The listing below should be printed again word for word, without any images.

+-------+

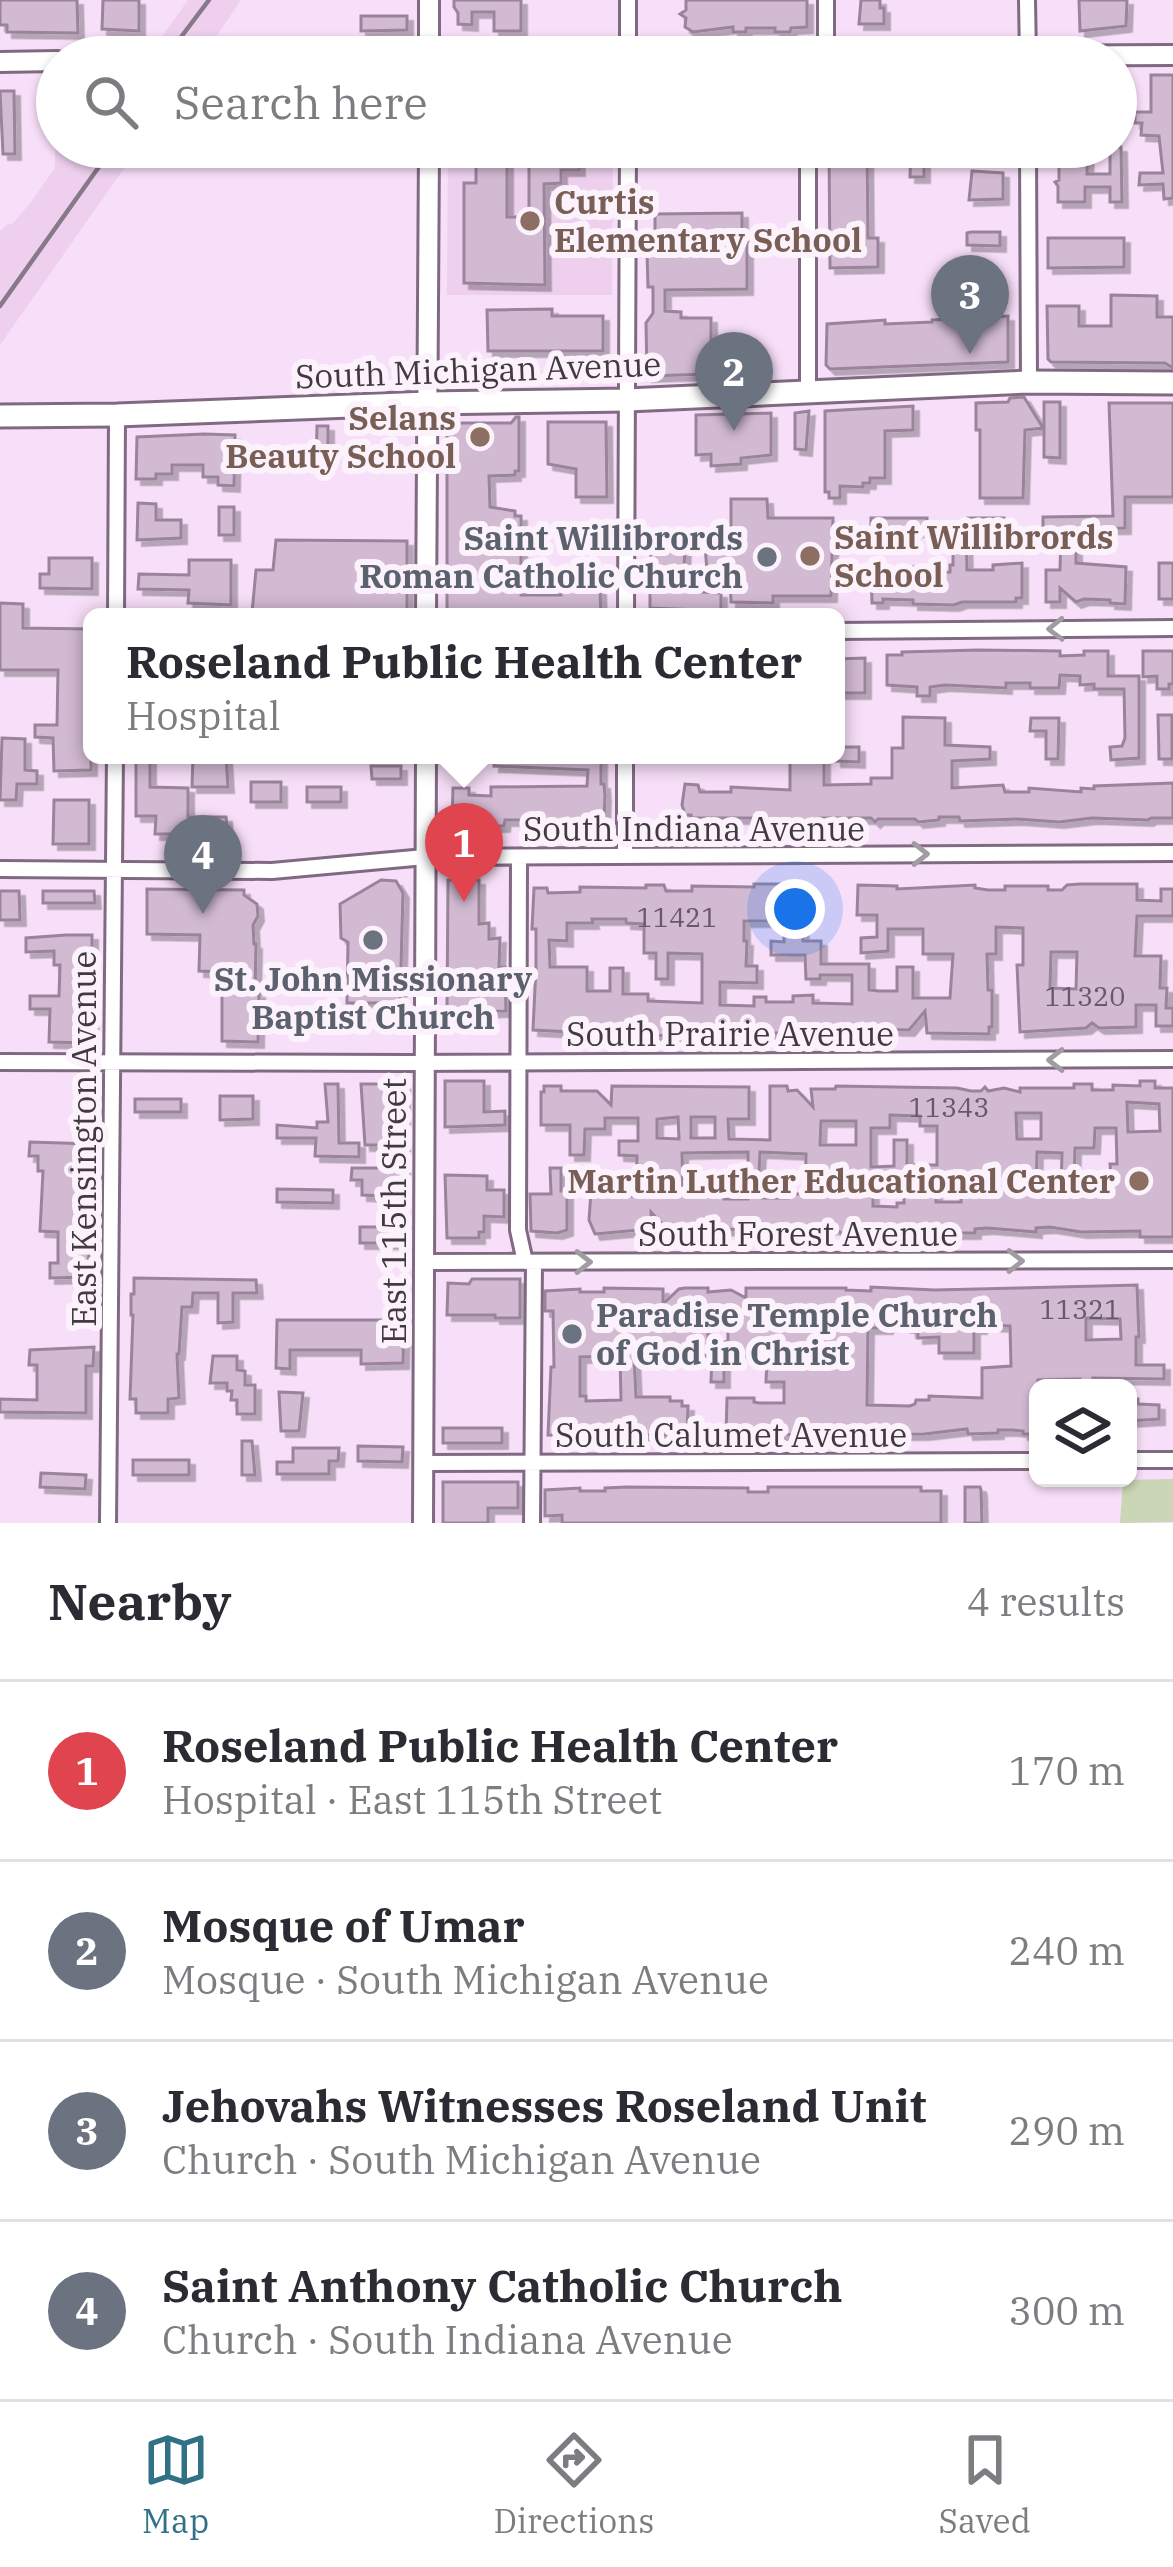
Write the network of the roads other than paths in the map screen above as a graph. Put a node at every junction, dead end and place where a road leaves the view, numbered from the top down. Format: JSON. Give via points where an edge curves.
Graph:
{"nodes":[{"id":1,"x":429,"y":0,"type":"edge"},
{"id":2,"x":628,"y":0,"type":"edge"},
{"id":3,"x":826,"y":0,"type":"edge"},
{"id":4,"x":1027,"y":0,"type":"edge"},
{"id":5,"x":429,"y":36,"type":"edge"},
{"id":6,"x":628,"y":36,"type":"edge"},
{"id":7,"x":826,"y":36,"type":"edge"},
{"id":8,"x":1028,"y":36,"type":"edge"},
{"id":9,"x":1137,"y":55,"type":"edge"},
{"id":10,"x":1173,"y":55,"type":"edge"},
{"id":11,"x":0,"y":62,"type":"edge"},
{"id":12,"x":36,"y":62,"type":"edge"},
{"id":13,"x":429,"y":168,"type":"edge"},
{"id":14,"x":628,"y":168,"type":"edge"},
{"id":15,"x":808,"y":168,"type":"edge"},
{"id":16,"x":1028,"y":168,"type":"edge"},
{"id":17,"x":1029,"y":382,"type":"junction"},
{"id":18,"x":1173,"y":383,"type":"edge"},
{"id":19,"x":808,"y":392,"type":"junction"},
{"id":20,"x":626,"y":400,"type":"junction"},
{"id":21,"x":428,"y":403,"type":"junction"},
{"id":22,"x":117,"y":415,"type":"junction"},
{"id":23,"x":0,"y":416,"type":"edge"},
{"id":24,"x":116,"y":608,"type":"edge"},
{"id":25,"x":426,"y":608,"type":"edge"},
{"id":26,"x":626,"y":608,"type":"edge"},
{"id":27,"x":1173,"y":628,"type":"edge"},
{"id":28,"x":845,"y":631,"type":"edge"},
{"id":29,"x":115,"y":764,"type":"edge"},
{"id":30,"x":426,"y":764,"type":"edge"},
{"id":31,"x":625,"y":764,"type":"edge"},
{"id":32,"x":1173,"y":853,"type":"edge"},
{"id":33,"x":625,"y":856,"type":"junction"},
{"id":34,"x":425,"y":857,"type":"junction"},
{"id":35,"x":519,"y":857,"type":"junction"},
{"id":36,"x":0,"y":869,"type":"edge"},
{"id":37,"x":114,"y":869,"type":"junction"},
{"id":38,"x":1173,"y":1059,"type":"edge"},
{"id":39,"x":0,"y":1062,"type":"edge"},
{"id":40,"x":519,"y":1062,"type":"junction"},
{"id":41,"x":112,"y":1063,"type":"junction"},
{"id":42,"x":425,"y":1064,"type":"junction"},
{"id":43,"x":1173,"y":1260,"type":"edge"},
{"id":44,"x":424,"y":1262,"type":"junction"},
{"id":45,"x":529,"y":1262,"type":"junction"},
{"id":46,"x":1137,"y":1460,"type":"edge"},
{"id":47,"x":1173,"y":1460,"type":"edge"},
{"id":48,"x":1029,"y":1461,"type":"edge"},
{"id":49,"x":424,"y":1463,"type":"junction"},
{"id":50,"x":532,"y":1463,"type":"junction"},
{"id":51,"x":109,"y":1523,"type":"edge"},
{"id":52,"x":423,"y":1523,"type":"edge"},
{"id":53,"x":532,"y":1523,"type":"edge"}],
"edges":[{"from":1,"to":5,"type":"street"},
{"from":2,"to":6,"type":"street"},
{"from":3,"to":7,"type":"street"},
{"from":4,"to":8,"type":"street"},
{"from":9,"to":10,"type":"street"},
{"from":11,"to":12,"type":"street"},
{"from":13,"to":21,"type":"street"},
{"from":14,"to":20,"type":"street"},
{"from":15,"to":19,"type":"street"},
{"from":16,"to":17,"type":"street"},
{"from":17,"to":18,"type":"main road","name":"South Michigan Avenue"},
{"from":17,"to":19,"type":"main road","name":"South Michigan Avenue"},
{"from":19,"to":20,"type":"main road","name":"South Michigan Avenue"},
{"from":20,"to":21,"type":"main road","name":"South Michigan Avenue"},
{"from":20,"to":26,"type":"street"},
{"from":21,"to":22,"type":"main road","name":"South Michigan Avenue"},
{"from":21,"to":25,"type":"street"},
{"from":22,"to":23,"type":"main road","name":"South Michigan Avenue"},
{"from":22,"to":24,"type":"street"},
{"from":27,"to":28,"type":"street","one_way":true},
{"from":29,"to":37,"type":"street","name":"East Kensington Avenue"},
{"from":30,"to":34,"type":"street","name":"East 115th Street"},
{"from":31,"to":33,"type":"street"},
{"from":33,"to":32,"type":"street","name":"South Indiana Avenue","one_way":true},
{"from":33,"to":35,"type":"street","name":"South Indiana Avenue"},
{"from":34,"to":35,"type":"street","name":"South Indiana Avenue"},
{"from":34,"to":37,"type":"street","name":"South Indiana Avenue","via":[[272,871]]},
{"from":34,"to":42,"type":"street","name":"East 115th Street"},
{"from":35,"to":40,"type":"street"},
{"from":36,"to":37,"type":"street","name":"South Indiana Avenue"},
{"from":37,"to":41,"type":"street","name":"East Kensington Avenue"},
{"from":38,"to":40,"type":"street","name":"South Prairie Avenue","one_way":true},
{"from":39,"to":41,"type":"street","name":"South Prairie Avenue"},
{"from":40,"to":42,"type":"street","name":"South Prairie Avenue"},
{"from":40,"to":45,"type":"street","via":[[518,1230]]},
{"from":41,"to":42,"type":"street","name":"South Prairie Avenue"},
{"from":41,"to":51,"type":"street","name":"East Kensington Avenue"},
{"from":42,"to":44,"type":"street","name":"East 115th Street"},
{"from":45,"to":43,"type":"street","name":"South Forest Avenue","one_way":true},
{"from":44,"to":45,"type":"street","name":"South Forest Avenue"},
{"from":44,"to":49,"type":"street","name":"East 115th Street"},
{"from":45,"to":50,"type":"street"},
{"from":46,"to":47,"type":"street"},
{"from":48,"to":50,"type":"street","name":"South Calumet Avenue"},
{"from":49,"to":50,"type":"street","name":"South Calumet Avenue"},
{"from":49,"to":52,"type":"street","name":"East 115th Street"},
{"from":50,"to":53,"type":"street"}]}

+-------+

* _Answer box_
Write the network of the roads other than paths in the map screen above as a graph. Put a node at every junction, dead end and place where a road leaves the view, numbered from the top down. Format: JSON. Give via points where an edge curves.
Graph:
{"nodes":[{"id":1,"x":429,"y":0,"type":"edge"},
{"id":2,"x":628,"y":0,"type":"edge"},
{"id":3,"x":826,"y":0,"type":"edge"},
{"id":4,"x":1027,"y":0,"type":"edge"},
{"id":5,"x":429,"y":36,"type":"edge"},
{"id":6,"x":628,"y":36,"type":"edge"},
{"id":7,"x":826,"y":36,"type":"edge"},
{"id":8,"x":1028,"y":36,"type":"edge"},
{"id":9,"x":1137,"y":55,"type":"edge"},
{"id":10,"x":1173,"y":55,"type":"edge"},
{"id":11,"x":0,"y":62,"type":"edge"},
{"id":12,"x":36,"y":62,"type":"edge"},
{"id":13,"x":429,"y":168,"type":"edge"},
{"id":14,"x":628,"y":168,"type":"edge"},
{"id":15,"x":808,"y":168,"type":"edge"},
{"id":16,"x":1028,"y":168,"type":"edge"},
{"id":17,"x":1029,"y":382,"type":"junction"},
{"id":18,"x":1173,"y":383,"type":"edge"},
{"id":19,"x":808,"y":392,"type":"junction"},
{"id":20,"x":626,"y":400,"type":"junction"},
{"id":21,"x":428,"y":403,"type":"junction"},
{"id":22,"x":117,"y":415,"type":"junction"},
{"id":23,"x":0,"y":416,"type":"edge"},
{"id":24,"x":116,"y":608,"type":"edge"},
{"id":25,"x":426,"y":608,"type":"edge"},
{"id":26,"x":626,"y":608,"type":"edge"},
{"id":27,"x":1173,"y":628,"type":"edge"},
{"id":28,"x":845,"y":631,"type":"edge"},
{"id":29,"x":115,"y":764,"type":"edge"},
{"id":30,"x":426,"y":764,"type":"edge"},
{"id":31,"x":625,"y":764,"type":"edge"},
{"id":32,"x":1173,"y":853,"type":"edge"},
{"id":33,"x":625,"y":856,"type":"junction"},
{"id":34,"x":425,"y":857,"type":"junction"},
{"id":35,"x":519,"y":857,"type":"junction"},
{"id":36,"x":0,"y":869,"type":"edge"},
{"id":37,"x":114,"y":869,"type":"junction"},
{"id":38,"x":1173,"y":1059,"type":"edge"},
{"id":39,"x":0,"y":1062,"type":"edge"},
{"id":40,"x":519,"y":1062,"type":"junction"},
{"id":41,"x":112,"y":1063,"type":"junction"},
{"id":42,"x":425,"y":1064,"type":"junction"},
{"id":43,"x":1173,"y":1260,"type":"edge"},
{"id":44,"x":424,"y":1262,"type":"junction"},
{"id":45,"x":529,"y":1262,"type":"junction"},
{"id":46,"x":1137,"y":1460,"type":"edge"},
{"id":47,"x":1173,"y":1460,"type":"edge"},
{"id":48,"x":1029,"y":1461,"type":"edge"},
{"id":49,"x":424,"y":1463,"type":"junction"},
{"id":50,"x":532,"y":1463,"type":"junction"},
{"id":51,"x":109,"y":1523,"type":"edge"},
{"id":52,"x":423,"y":1523,"type":"edge"},
{"id":53,"x":532,"y":1523,"type":"edge"}],
"edges":[{"from":1,"to":5,"type":"street"},
{"from":2,"to":6,"type":"street"},
{"from":3,"to":7,"type":"street"},
{"from":4,"to":8,"type":"street"},
{"from":9,"to":10,"type":"street"},
{"from":11,"to":12,"type":"street"},
{"from":13,"to":21,"type":"street"},
{"from":14,"to":20,"type":"street"},
{"from":15,"to":19,"type":"street"},
{"from":16,"to":17,"type":"street"},
{"from":17,"to":18,"type":"main road","name":"South Michigan Avenue"},
{"from":17,"to":19,"type":"main road","name":"South Michigan Avenue"},
{"from":19,"to":20,"type":"main road","name":"South Michigan Avenue"},
{"from":20,"to":21,"type":"main road","name":"South Michigan Avenue"},
{"from":20,"to":26,"type":"street"},
{"from":21,"to":22,"type":"main road","name":"South Michigan Avenue"},
{"from":21,"to":25,"type":"street"},
{"from":22,"to":23,"type":"main road","name":"South Michigan Avenue"},
{"from":22,"to":24,"type":"street"},
{"from":27,"to":28,"type":"street","one_way":true},
{"from":29,"to":37,"type":"street","name":"East Kensington Avenue"},
{"from":30,"to":34,"type":"street","name":"East 115th Street"},
{"from":31,"to":33,"type":"street"},
{"from":33,"to":32,"type":"street","name":"South Indiana Avenue","one_way":true},
{"from":33,"to":35,"type":"street","name":"South Indiana Avenue"},
{"from":34,"to":35,"type":"street","name":"South Indiana Avenue"},
{"from":34,"to":37,"type":"street","name":"South Indiana Avenue","via":[[272,871]]},
{"from":34,"to":42,"type":"street","name":"East 115th Street"},
{"from":35,"to":40,"type":"street"},
{"from":36,"to":37,"type":"street","name":"South Indiana Avenue"},
{"from":37,"to":41,"type":"street","name":"East Kensington Avenue"},
{"from":38,"to":40,"type":"street","name":"South Prairie Avenue","one_way":true},
{"from":39,"to":41,"type":"street","name":"South Prairie Avenue"},
{"from":40,"to":42,"type":"street","name":"South Prairie Avenue"},
{"from":40,"to":45,"type":"street","via":[[518,1230]]},
{"from":41,"to":42,"type":"street","name":"South Prairie Avenue"},
{"from":41,"to":51,"type":"street","name":"East Kensington Avenue"},
{"from":42,"to":44,"type":"street","name":"East 115th Street"},
{"from":45,"to":43,"type":"street","name":"South Forest Avenue","one_way":true},
{"from":44,"to":45,"type":"street","name":"South Forest Avenue"},
{"from":44,"to":49,"type":"street","name":"East 115th Street"},
{"from":45,"to":50,"type":"street"},
{"from":46,"to":47,"type":"street"},
{"from":48,"to":50,"type":"street","name":"South Calumet Avenue"},
{"from":49,"to":50,"type":"street","name":"South Calumet Avenue"},
{"from":49,"to":52,"type":"street","name":"East 115th Street"},
{"from":50,"to":53,"type":"street"}]}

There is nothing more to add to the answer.